▎ 摘　　要

This study discusses three conductive materials-carbon nanotube, graphene oxide, and montmorillonite which recently being used as fillers in membranes of fuel cell application and commonly hybridized with polymers as the matrix. The polymer electrolyte membrane fuel cell (PEMFC) is using a polymer-based membrane as the electrolyte, which might require filler or functionalization to enhance their cell performance. This review provides brief information for the researcher who insists on improving the current PEM using these potential fillers, specified with required values of membrane properties measurement. It also entails the special features of the nanofillers concerning their chemical structure and electrochemical properties based on recent studies.
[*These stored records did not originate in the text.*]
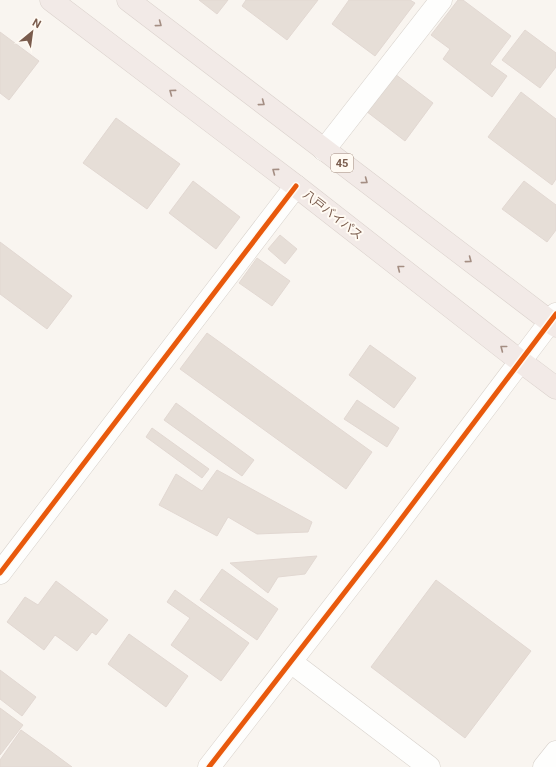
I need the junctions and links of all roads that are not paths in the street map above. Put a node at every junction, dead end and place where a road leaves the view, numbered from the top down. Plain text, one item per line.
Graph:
1 (51, 0) edge
2 (128, 0) edge
3 (441, 0) edge
4 (324, 150) junction
5 (296, 186) junction
6 (554, 321) edge
7 (520, 361) junction
8 (556, 388) edge
9 (24, 540) junction
10 (0, 542) edge
11 (0, 572) edge
12 (290, 662) junction
13 (556, 752) edge
14 (209, 767) edge
15 (429, 767) edge
16 (544, 767) edge

5 -> 1 highway, 八戸バイパス
2 -> 4 highway, 45
3 - 4 street
4 -> 6 highway, 45
7 -> 5 highway, 八戸バイパス
5 - 9 street
6 - 7 street
7 - 8 highway, 八戸バイパス
7 - 12 street
9 - 10 street
9 - 11 street
12 - 14 street
12 - 15 street
13 - 16 street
As electricity is generated from an external fuel source, the membranes that are used should be more than 0.1 S/cm of proton conductivity, low fuel permeability (< 1.37 x 10(-6)cm(2)/s), cheap, and high stability in dry and wet condition. PEM is widely being utilized together with filler(s) incorporated as a purpose to overcome recent drawbacks encountered by the commercial Nafion membrane solely. Hence, the fillers embedded in the membrane are necessarily to have the promising characteristics, acknowledging the potential performances of three conductive nanofillers of (a) carbon nanotubes which is well-known of its electrical conducting potential with three cylindrical design, (b) graphene oxide which is a reactive carbonaceous material with its multifunctional groups and (c) montmorillonite which is one of the clay types that has tetrahedral and octahedral layers of alumina-silicates for producing better hybrid polymer electrolyte membrane. Highlights Carbon nanotube, graphene oxide, and montmorillonite are highly promising conductive fillers with outstanding cell performances based on previous studies. Carbon nanotube, graphene oxide, and montmorillonite are chosen as incorporated fillers recently due to their rolling up direction (chirality vector of graphene sheet), reactive functional groups attached on the carbon atoms and ionic multilayers of the tetrahedral and octahedral sheet, respectively. High proton conductivity, low electronic conductivity, low fuel permeability, low water transport, low production cost, and high mechanical stability in both dry and wet condition are properties that should be portrayed by a good hybrid membrane.